The Bottom Line Is the Bottom Line

The Chicago Public Schools is laying off more than 2,000 people including more than 500 tenured teachers:

Citing a $1 billion budget deficit, Chicago Public Schools will lay off more than 2,000 employees, more than 1,000 of them teachers, the district said Thursday night.

About half of the 1,036 teachers being let go are tenured. The latest layoffs, which also include 1,077 school staff members, are in addition to 855 employees — including 420 teachers — who were laid off last month as a result of the district’s decision to close 49 elementary schools and a high school program.

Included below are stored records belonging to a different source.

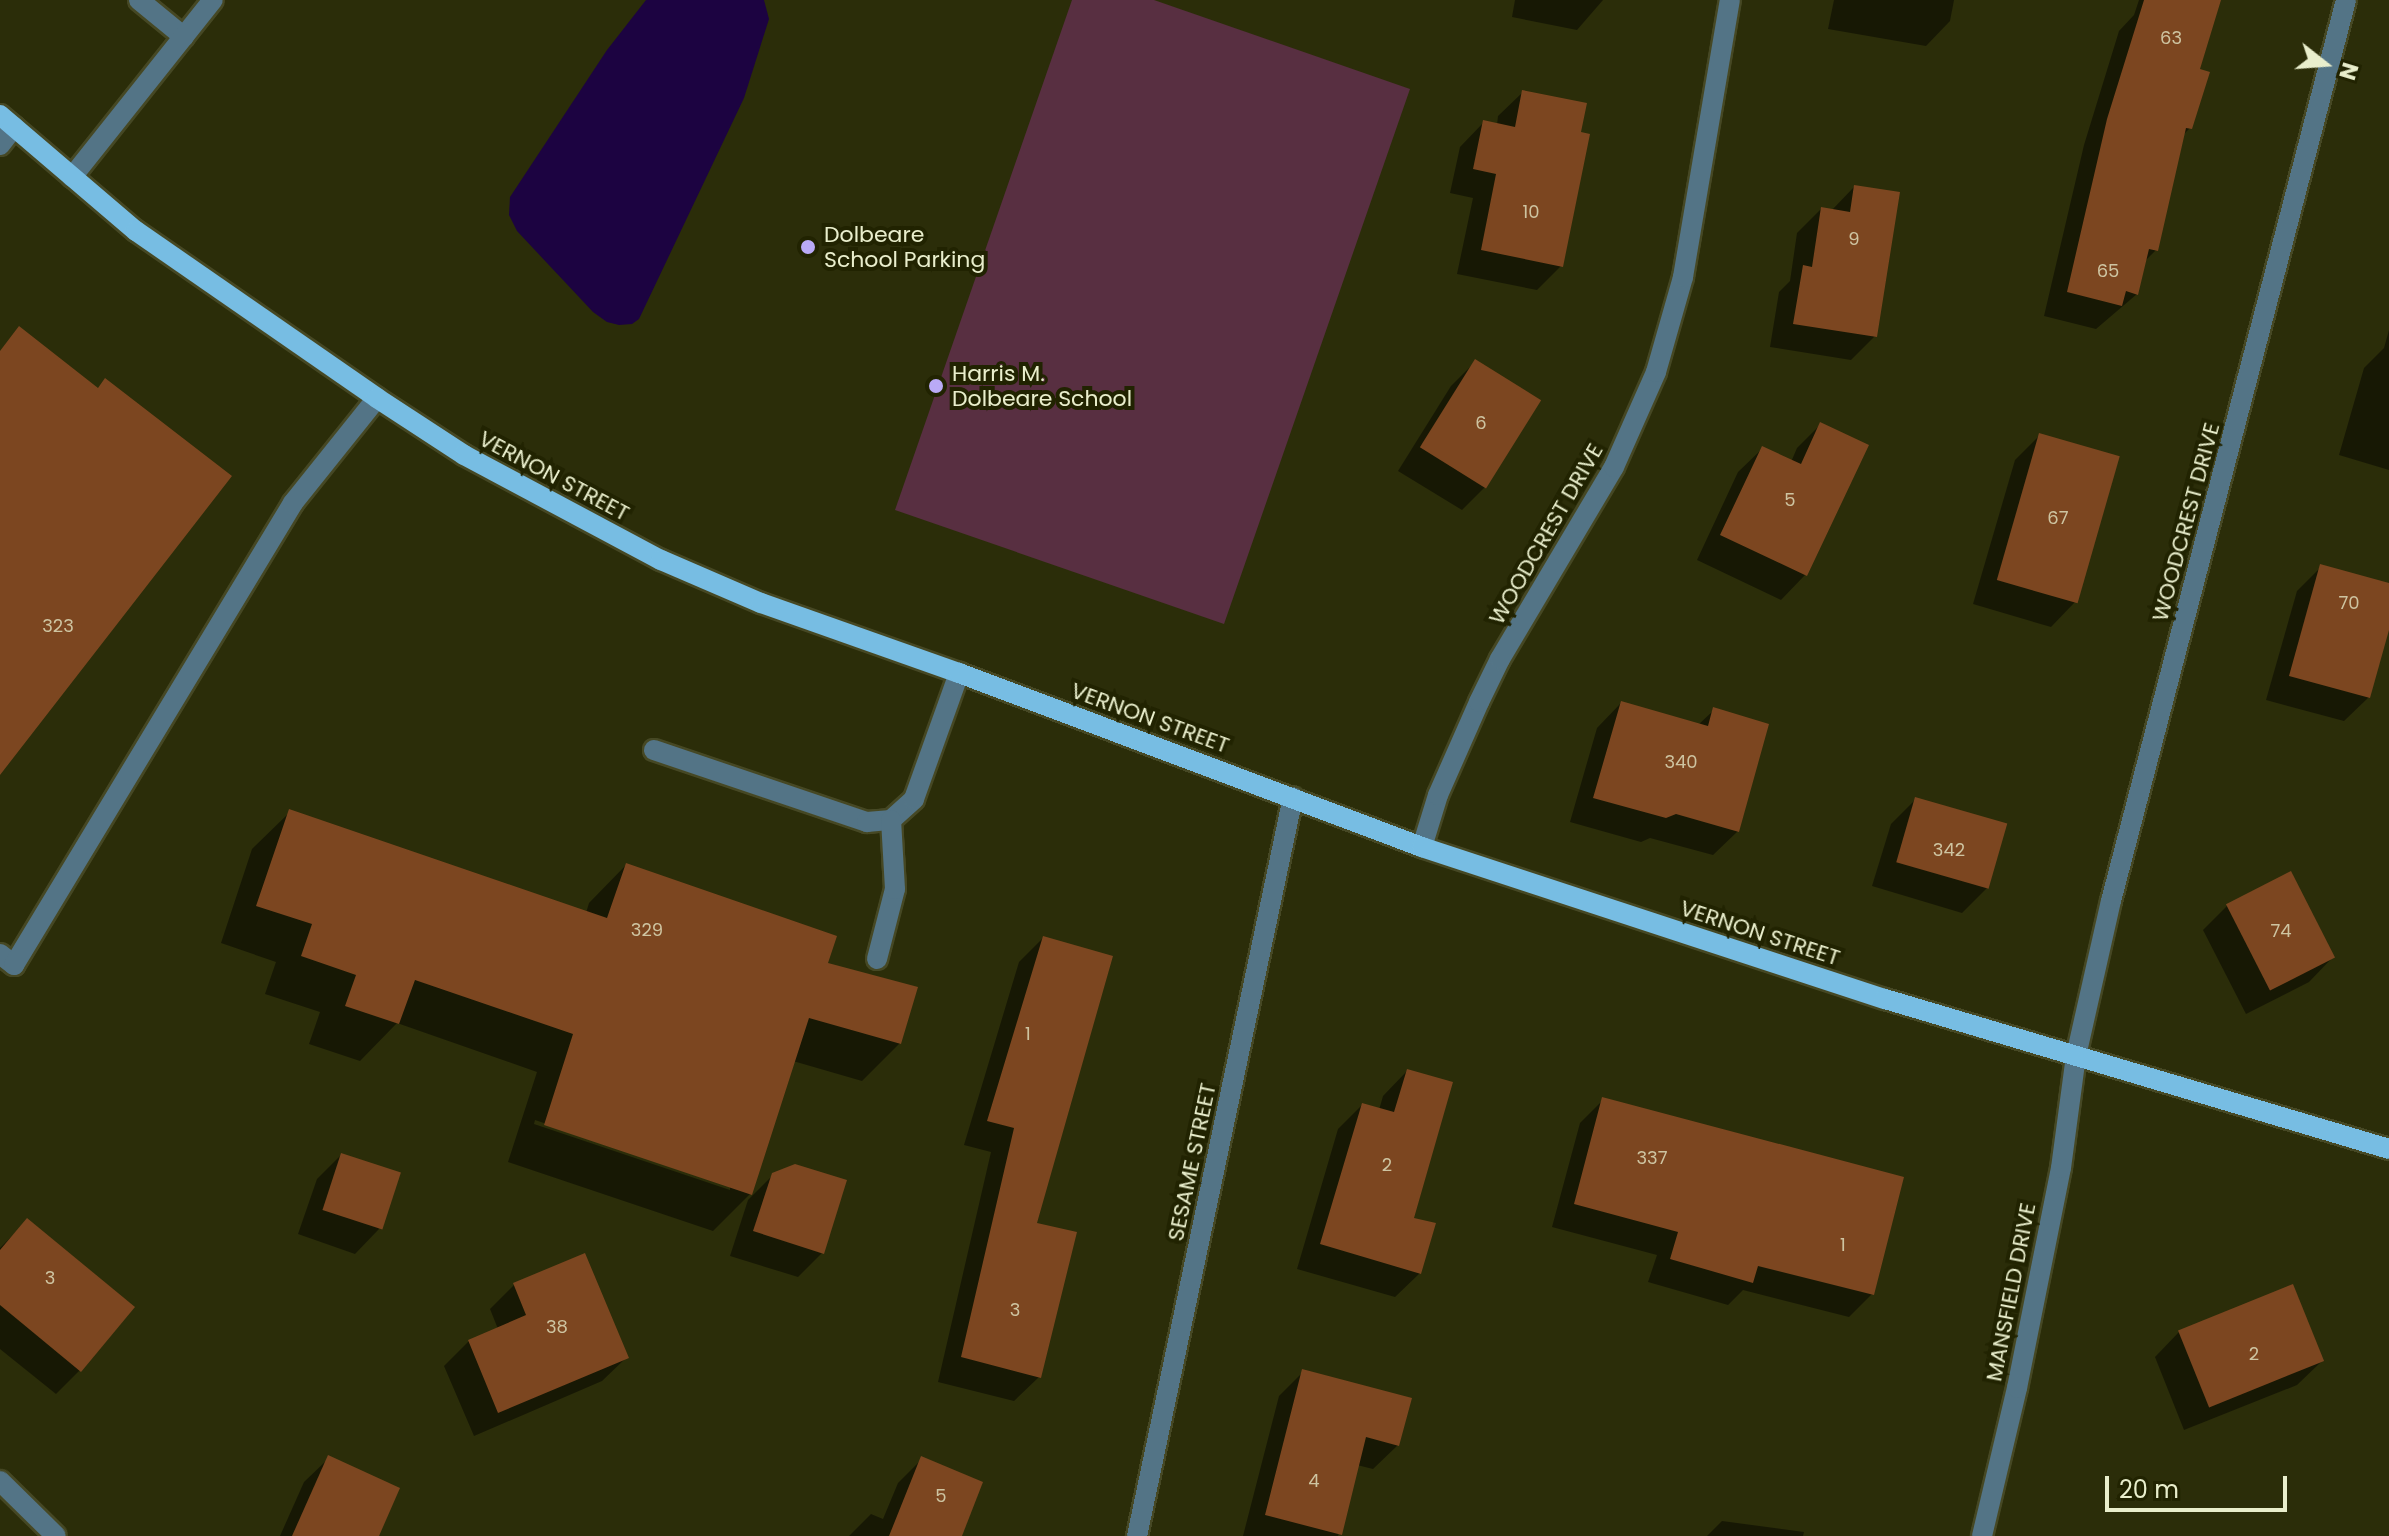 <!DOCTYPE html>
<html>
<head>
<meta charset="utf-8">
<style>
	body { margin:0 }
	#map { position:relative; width:2389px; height:1536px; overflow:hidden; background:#2b2d09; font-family:Poppins,sans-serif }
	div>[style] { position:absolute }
	.green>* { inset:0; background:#582f41 }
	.water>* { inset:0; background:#1c0341 }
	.shadow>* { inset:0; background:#0007 }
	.building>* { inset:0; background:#7c4620; transform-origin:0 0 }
	.roads { filter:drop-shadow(2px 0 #464824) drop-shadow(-2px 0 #464824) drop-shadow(0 2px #464824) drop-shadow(0 -2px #464824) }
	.minor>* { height:20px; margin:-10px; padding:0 10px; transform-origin:10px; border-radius:10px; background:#537486 }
	.major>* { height:20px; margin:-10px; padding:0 10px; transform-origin:10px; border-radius:10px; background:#77bde3 }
	.dots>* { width:22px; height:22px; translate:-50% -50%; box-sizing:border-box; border:4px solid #212301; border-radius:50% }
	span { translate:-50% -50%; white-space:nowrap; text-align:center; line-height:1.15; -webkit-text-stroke:8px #212301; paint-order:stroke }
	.number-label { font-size:18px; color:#cec4a1 }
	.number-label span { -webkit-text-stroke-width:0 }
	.poi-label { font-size:22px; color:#e9eecc }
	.left { translate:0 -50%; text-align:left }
	.street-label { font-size:22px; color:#e9eecc }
	.north { position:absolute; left:2285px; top:24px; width:80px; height:80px; -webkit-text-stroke:6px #212301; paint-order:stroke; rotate:107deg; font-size:22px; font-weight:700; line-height:32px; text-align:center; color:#e9eecc }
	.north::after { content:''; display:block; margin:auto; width:28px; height:36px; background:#e9eecc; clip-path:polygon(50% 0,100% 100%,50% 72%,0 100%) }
	.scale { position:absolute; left:2105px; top:1476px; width:182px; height:36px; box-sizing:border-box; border:4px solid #e9eecc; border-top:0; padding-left:10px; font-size:24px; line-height:28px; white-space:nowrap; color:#e9eecc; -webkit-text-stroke:6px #212301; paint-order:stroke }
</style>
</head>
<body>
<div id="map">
	<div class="green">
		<div style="clip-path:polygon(1072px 0,1154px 0,1410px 89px,1224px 624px,895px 510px)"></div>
	</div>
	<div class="water">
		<div style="clip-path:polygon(646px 0,764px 0,769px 19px,744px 98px,639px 319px,632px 324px,619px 325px,607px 322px,593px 312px,517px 231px,509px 215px,510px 197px,607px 50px)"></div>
	</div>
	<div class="shadow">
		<div style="clip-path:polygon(1515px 0,1603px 0,1577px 30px,1512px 17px)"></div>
		<div style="clip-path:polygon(1834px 0,1954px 0,1950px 21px,1926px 46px,1828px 29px)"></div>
		<div style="clip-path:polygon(2139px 0,2219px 0,2198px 70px,2190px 128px,2182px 136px,2156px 250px,2144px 262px,2137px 294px,2096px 329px,2044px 316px,2084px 145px,2119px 31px,2134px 15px)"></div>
		<div style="clip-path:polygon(1523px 92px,1561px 266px,1537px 290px,1457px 274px,1473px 198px,1450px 193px,1460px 147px,1484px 122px,1497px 125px,1498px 116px)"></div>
		<div style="clip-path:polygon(1854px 187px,1875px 336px,1851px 360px,1770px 347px,1779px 292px,1790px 281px,1797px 233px,1821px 209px,1831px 211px)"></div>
		<div style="clip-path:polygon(2389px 330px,2389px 470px,2339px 455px,2364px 368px,2384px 348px)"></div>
		<div style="clip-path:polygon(1475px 362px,1486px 486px,1462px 510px,1398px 471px,1451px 386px)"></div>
		<div style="clip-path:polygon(1821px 424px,1867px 446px,1805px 575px,1781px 600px,1697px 560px,1738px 472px,1763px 448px,1791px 462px,1797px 448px)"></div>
		<div style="clip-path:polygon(2040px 435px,2075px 602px,2051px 627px,1973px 604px,2015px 460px)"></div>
		<div style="clip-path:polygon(2321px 567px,2389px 585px,2389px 623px,2369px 697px,2344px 721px,2266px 700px,2297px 591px)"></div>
		<div style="clip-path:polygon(1621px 703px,1698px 725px,1714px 710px,1738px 831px,1713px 855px,1650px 838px,1641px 842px,1570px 822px,1597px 728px)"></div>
		<div style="clip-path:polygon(1915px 800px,1987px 888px,1962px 913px,1872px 886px,1891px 824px)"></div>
		<div style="clip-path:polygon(evenodd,290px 812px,586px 913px,589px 903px,626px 865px,825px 964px,900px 1043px,862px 1081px,793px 1061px,750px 1194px,713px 1231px,508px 1162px,537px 1072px,397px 1023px,360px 1061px,309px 1044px,320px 1012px,265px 994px,276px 962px,221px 943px,252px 849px,290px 812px,535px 1120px,730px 1186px,730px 1190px,534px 1124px,535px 1120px)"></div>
		<div style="clip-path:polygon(2227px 906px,2333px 957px,2309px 982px,2246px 1014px,2203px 930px)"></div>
		<div style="clip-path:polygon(1043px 938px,1035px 1224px,1039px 1377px,1014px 1401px,938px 1382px,991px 1152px,964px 1145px,1019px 962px)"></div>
		<div style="clip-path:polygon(1407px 1071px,1412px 1219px,1420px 1273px,1395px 1297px,1297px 1269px,1338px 1129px,1362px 1105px,1379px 1110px,1383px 1096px)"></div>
		<div style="clip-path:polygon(1603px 1100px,1872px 1294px,1849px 1317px,1743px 1290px,1728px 1305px,1648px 1282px,1657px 1255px,1552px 1227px,1580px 1123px)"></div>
		<div style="clip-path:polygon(341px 1155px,379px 1229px,355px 1254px,298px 1234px,317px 1179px)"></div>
		<div style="clip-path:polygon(773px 1175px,822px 1253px,798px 1277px,730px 1256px,748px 1200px)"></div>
		<div style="clip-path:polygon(27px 1221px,80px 1370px,56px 1394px,0 1349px,0 1248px)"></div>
		<div style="clip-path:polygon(514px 1285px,627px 1357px,602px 1381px,474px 1436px,444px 1366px,469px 1341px,498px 1329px,490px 1309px)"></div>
		<div style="clip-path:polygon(2179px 1332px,2322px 1361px,2297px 1385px,2184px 1430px,2155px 1357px)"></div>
		<div style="clip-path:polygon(1303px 1372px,1398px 1445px,1373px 1469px,1357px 1465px,1338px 1536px,1243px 1536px,1279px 1396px)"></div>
		<div style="clip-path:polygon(329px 1458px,377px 1536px,280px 1536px,304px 1482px)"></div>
		<div style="clip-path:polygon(922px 1459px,960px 1536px,849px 1536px,871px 1514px,883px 1519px,898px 1483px)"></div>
		<div style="clip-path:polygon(1722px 1521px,1804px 1532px,1803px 1536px,1707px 1536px)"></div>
	</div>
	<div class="building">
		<div style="clip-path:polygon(2144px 0,2221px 0,2200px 69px,2210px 72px,2192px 129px,2186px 128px,2158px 251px,2149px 249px,2138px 295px,2126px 291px,2122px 306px,2067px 292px,2107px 119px)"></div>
		<div style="clip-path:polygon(1522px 90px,1587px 103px,1581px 132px,1590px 134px,1563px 267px,1481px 250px,1496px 174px,1473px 169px,1483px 120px,1515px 127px)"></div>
		<div style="clip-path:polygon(1854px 185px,1900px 192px,1877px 337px,1793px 324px,1803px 265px,1812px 267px,1821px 207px,1850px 212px)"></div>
		<div style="clip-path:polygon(19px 326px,98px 388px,105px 378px,232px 476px,0 775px,0 351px)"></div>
		<div style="left:1475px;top:359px;width:78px;height:104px;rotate:32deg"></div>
		<div style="clip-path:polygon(1820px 422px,1869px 445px,1807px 576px,1720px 535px,1762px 446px,1801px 464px)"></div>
		<div style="left:2039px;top:433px;width:84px;height:153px;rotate:16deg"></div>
		<div style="clip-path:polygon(2320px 564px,2389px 583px,2389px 630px,2370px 698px,2289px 676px)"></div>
		<div style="clip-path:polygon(1621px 701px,1708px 726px,1713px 707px,1769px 724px,1739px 832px,1676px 814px,1666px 818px,1593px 798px)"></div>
		<div style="left:1915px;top:797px;width:96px;height:68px;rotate:16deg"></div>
		<div style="clip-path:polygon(289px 809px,607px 918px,626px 863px,837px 936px,828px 963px,918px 987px,901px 1044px,809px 1018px,752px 1195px,544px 1125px,573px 1034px,415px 980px,399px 1024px,345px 1006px,356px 975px,301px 956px,312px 924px,256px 906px)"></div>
		<div style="left:2291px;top:871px;width:97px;height:73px;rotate:63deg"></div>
		<div style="clip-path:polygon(1043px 936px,1113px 956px,1037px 1223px,1077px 1232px,1041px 1378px,961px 1357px,1014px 1128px,987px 1121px)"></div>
		<div style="clip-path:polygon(1407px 1069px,1453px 1082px,1414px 1218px,1436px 1223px,1421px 1274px,1320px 1244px,1362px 1103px,1394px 1112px)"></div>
		<div style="clip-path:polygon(1602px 1097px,1904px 1177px,1874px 1295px,1758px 1266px,1753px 1283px,1670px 1259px,1678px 1232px,1574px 1204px)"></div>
		<div style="left:341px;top:1153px;width:63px;height:60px;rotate:18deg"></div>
		<div style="clip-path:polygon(795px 1164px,847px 1180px,824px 1254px,753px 1231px,772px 1173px)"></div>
		<div style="clip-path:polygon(27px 1218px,135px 1307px,81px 1372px,0 1305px,0 1250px)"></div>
		<div style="clip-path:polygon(585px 1253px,629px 1358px,498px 1413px,468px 1340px,526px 1315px,513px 1283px)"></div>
		<div style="left:2293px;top:1284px;width:83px;height:124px;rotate:68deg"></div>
		<div style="clip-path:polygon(1302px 1369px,1412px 1398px,1399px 1446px,1366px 1437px,1342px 1535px,1265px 1515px)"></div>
		<div style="clip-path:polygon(328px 1455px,400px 1488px,379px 1536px,292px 1536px)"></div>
		<div style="clip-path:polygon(921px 1456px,983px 1482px,962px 1536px,889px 1536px)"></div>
	</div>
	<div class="roads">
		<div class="minor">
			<div style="left:139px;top:0;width:58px;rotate:39.4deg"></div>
			<div style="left:0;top:145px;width:23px;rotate:-52deg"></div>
			<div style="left:72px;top:177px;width:226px;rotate:-51.5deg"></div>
			<div style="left:654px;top:750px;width:225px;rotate:18.7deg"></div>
			<div style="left:867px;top:822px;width:24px;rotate:-5deg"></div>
			<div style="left:891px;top:820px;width:31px;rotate:-42deg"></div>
			<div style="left:914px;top:799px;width:134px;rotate:-70.3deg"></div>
			<div style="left:1422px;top:847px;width:54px;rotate:-72.9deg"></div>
			<div style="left:1438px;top:795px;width:102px;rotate:-66.2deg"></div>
			<div style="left:1479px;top:702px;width:48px;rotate:-64deg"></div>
			<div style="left:1500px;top:659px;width:223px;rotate:-59.3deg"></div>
			<div style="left:1614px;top:467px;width:104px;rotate:-66.1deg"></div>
			<div style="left:1656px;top:372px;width:99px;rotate:-74.1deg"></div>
			<div style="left:1683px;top:277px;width:281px;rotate:-80.4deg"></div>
			<div style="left:0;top:954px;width:18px;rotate:38deg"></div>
			<div style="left:14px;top:965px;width:540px;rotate:-58.87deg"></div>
			<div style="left:293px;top:503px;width:134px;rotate:-51.3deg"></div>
			<div style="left:877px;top:959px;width:72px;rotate:-75.6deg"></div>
			<div style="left:895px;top:889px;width:69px;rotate:-93.3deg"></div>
			<div style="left:0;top:1481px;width:78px;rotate:44.5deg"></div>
			<div style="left:1137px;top:1536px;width:755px;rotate:-78.08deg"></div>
			<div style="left:1982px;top:1536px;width:152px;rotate:-76.7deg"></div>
			<div style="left:2017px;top:1388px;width:224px;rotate:-78.7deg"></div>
			<div style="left:2061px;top:1168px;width:113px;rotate:-82.4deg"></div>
			<div style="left:2076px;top:1056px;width:159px;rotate:-77.3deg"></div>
			<div style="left:2111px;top:901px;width:931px;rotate:-75.38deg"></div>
		</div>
		<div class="major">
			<div style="left:0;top:115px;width:179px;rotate:40.5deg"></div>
			<div style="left:136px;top:231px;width:293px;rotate:34.7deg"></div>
			<div style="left:377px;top:398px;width:104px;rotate:33.2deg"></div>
			<div style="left:464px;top:455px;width:223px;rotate:28.1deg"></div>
			<div style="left:661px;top:560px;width:109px;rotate:23.3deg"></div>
			<div style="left:761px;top:603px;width:210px;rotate:19.5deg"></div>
			<div style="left:959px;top:673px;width:495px;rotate:20.6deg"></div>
			<div style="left:1422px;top:847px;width:487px;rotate:18.2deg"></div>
			<div style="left:1885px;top:999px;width:526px;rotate:16.57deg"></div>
		</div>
	</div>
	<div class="dots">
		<div style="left:808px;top:247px;background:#baaaf6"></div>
		<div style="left:936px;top:386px;background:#baaaf6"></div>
	</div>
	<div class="number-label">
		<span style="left:2171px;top:38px">63</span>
		<span style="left:1531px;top:212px">10</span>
		<span style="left:1854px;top:239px">9</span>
		<span style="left:2108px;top:271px">65</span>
		<span style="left:1481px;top:423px">6</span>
		<span style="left:1790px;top:500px">5</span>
		<span style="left:2058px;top:518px">67</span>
		<span style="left:2349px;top:603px">70</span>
		<span style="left:58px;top:626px">323</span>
		<span style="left:1681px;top:762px">340</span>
		<span style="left:1949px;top:850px">342</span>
		<span style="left:647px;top:930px">329</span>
		<span style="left:2281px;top:931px">74</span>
		<span style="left:1028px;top:1034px">1</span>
		<span style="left:1652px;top:1158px">337</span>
		<span style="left:1387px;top:1165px">2</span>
		<span style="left:1843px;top:1245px">1</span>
		<span style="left:50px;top:1278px">3</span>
		<span style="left:1015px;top:1310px">3</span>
		<span style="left:557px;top:1327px">38</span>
		<span style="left:2254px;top:1354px">2</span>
		<span style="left:1314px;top:1481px">4</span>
		<span style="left:941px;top:1496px">5</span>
	</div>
	<div class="poi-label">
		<span class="left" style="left:824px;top:247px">Dolbeare<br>School Parking</span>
		<span class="left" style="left:952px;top:386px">Harris M.<br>Dolbeare School</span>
	</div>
	<div class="street-label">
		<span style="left:554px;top:476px;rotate:28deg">VERNON STREET</span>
		<span style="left:2186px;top:522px;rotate:-75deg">WOODCREST DRIVE</span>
		<span style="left:1546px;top:534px;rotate:-60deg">WOODCREST DRIVE</span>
		<span style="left:1150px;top:718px;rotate:20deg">VERNON STREET</span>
		<span style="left:1760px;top:933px;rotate:18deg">VERNON STREET</span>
		<span style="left:1192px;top:1162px;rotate:-78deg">SESAME STREET</span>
		<span style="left:2011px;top:1292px;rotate:-79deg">MANSFIELD DRIVE</span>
	</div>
	<div class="north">N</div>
	<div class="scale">20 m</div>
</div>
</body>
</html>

This is exactly what I predicted when the strike was settled. It was baked into the settlement that included substantial pay increases. I can’t believe that the CTU could possibly have believed anything else. The situation was summarized succintly by the representative from the CPS:

CPS spokeswoman Becky Carroll said the district was “scraping the bottom” of reserves to provide financial relief and had made cuts in other spending before making layoffs.

“We’re not going to be able to cut our way out of this crisis,” Carroll said. “Our revenues are simply not keeping in line with our spending increases.”

That’s the modern day equivalent of Mr. Micawber’s famous lament:

Annual income twenty pounds, annual expenditure nineteen pounds nineteen and six, result happiness. Annual income twenty pounds, annual expenditure twenty pounds nought and six, result misery.

The situation in Chicago is manifestly unjust. Illinois’s contribution to public education, despite the mandate in the state’s constitution, is far too low. Illinois is 50th among the 50 states in the proportion of its contribution to education. Its contribution is about 20%—half that in most states. Chicagoans not only pay for the educations of Chicago’s children, the rest of the state’s children, and the pensions of retired Chicago public school teachers but the pensions of Illinois teachers outside of Chicago as well. People living in Barrington just pay for their own kids’ educations and part of the retirements of their kids’ teachers.

1 comment… add one
  • jimbino Link

    “People living in Barrington just pay for their own kids’ educations…” is demonstrably WRONG.

    The non-breeder Illinoisan pays through the nose for the mis-education of all of Illinois’ kids of the others and NOTHING for the education of his own non-existent kids, whether he live in Chicago or Barrington.